## WHAT IS REQUIRED
Report how many lines in the data below hold "WIERSZE", with no other words.

## ENTRIES SUPPLIED
--
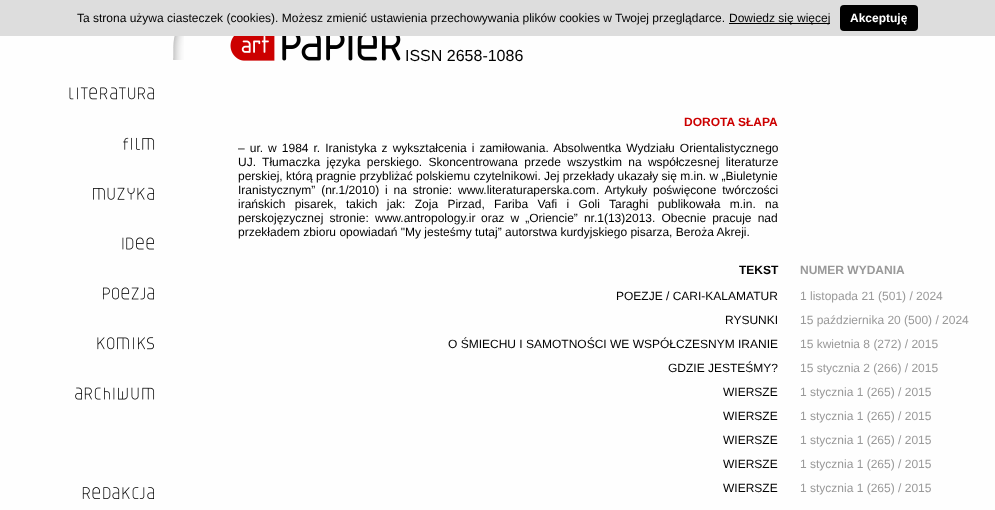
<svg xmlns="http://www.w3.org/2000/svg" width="995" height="510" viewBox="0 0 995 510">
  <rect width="100%" height="100%" fill="rgb(254,254,254)"/>
  <rect x="0" y="0" width="995" height="36" fill="rgb(221,221,221)"/>
  <text x="77" y="22" font-family="Liberation Sans" font-size="12" fill="rgb(0,0,0)">Ta strona używa ciasteczek (cookies). Możesz zmienić ustawienia przechowywania plików cookies w Twojej przeglądarce.</text>
  <rect x="729" y="23" width="101" height="1" fill="rgb(0,0,0)"/>
  <text x="729" y="22" font-family="Liberation Sans" font-size="12" fill="rgb(0,0,0)">Dowiedz się więcej</text>
  <rect x="840" y="5" width="78" height="26" rx="4" fill="rgb(0,0,0)"/>
  <text x="850" y="22" font-family="Liberation Sans" font-size="12" font-weight="bold" fill="rgb(255,255,255)">Akceptuję</text>
  <image x="173" y="36" width="11" height="24" href="pic1.png"/>
  <image x="69" y="87" width="85" height="13" href="pic2.png"/>
  <image x="123" y="137" width="32" height="13" href="pic3.png"/>
  <image x="93" y="187" width="61" height="13" href="pic4.png"/>
  <image x="122" y="237" width="32" height="13" href="pic5.png"/>
  <image x="103" y="287" width="51" height="13" href="pic6.png"/>
  <image x="97" y="337" width="57" height="13" href="pic7.png"/>
  <image x="75" y="387" width="80" height="13" href="pic8.png"/>
  <image x="82" y="487" width="72" height="12" href="pic9.png"/>
  <image x="230" y="36" width="171" height="25" href="pic10.png"/>
  <text x="405" y="61" font-family="Liberation Sans" font-size="16" fill="rgb(0,0,0)">ISSN 2658-1086</text>
  <text x="684" y="126" font-family="Liberation Sans" font-size="12" font-weight="bold" fill="rgb(204,0,0)">DOROTA SŁAPA</text>
  <g font-family="Liberation Sans" font-size="12" fill="rgb(0,0,0)">
    <text>
      <tspan x="238" y="152" word-spacing="1.7">– ur. w 1984 r. Iranistyka z wykształcenia i zamiłowania. Absolwentka Wydziału Orientalistycznego</tspan>
      <tspan x="238" y="166" word-spacing="3">UJ. Tłumaczka języka perskiego. Skoncentrowana przede wszystkim na współczesnej literaturze</tspan>
      <tspan x="238" y="180">perskiej, którą pragnie przybliżać polskiemu czytelnikowi. Jej przekłady ukazały się m.in. w „Biuletynie</tspan>
      <tspan x="238" y="194" word-spacing="2.5">Iranistycznym” (nr.1/2010) i na stronie:</tspan>
    </text>
    <text x="458" y="194">www.literaturaperska.com</text>
    <text x="596" y="194" word-spacing="2.5">. Artykuły poświęcone twórczości</text>
    <text>
      <tspan x="238" y="208" word-spacing="6">irańskich pisarek, takich jak: Zoja Pirzad, Fariba Vafi i Goli Taraghi publikowała m.in. na</tspan>
      <tspan x="238" y="222" word-spacing="2.75">perskojęzycznej stronie:</tspan>
    </text>
    <text x="375" y="222">www.antropology.ir</text>
    <text x="481" y="222" word-spacing="2.75">oraz w „Oriencie” nr.1(13)2013. Obecnie pracuje nad</text>
    <text x="238" y="236">przekładem zbioru opowiadań "My jesteśmy tutaj” autorstwa kurdyjskiego pisarza, Beroża Akreji.</text>
  </g>
  <text x="739" y="274" font-family="Liberation Sans" font-size="12" font-weight="bold" fill="rgb(0,0,0)">TEKST</text>
  <text x="800" y="274" font-family="Liberation Sans" font-size="12" font-weight="bold" fill="rgb(153,153,153)">NUMER WYDANIA</text>
  <text x="616" y="300" font-family="Liberation Sans" font-size="12" fill="rgb(0,0,0)">POEZJE / CARI-KALAMATUR</text>
  <text x="800" y="300" font-family="Liberation Sans" font-size="12" fill="rgb(153,153,153)">1 listopada 21 (501) / 2024</text>
  <text x="725" y="324" font-family="Liberation Sans" font-size="12" fill="rgb(0,0,0)">RYSUNKI</text>
  <text x="800" y="324" font-family="Liberation Sans" font-size="12" fill="rgb(153,153,153)">15 października 20 (500) / 2024</text>
  <text x="448" y="348" font-family="Liberation Sans" font-size="12" fill="rgb(0,0,0)">O ŚMIECHU I SAMOTNOŚCI WE WSPÓŁCZESNYM IRANIE</text>
  <text x="800" y="348" font-family="Liberation Sans" font-size="12" fill="rgb(153,153,153)">15 kwietnia 8 (272) / 2015</text>
  <text x="668" y="372" font-family="Liberation Sans" font-size="12" fill="rgb(0,0,0)">GDZIE JESTEŚMY?</text>
  <text x="800" y="372" font-family="Liberation Sans" font-size="12" fill="rgb(153,153,153)">15 stycznia 2 (266) / 2015</text>
  <text x="723" y="396" font-family="Liberation Sans" font-size="12" fill="rgb(0,0,0)">WIERSZE</text>
  <text x="800" y="396" font-family="Liberation Sans" font-size="12" fill="rgb(153,153,153)">1 stycznia 1 (265) / 2015</text>
  <text x="723" y="420" font-family="Liberation Sans" font-size="12" fill="rgb(0,0,0)">WIERSZE</text>
  <text x="800" y="420" font-family="Liberation Sans" font-size="12" fill="rgb(153,153,153)">1 stycznia 1 (265) / 2015</text>
  <text x="723" y="444" font-family="Liberation Sans" font-size="12" fill="rgb(0,0,0)">WIERSZE</text>
  <text x="800" y="444" font-family="Liberation Sans" font-size="12" fill="rgb(153,153,153)">1 stycznia 1 (265) / 2015</text>
  <text x="723" y="468" font-family="Liberation Sans" font-size="12" fill="rgb(0,0,0)">WIERSZE</text>
  <text x="800" y="468" font-family="Liberation Sans" font-size="12" fill="rgb(153,153,153)">1 stycznia 1 (265) / 2015</text>
  <text x="723" y="492" font-family="Liberation Sans" font-size="12" fill="rgb(0,0,0)">WIERSZE</text>
  <text x="800" y="492" font-family="Liberation Sans" font-size="12" fill="rgb(153,153,153)">1 stycznia 1 (265) / 2015</text>
</svg>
--
## RESPONSE TO THIS TASK
5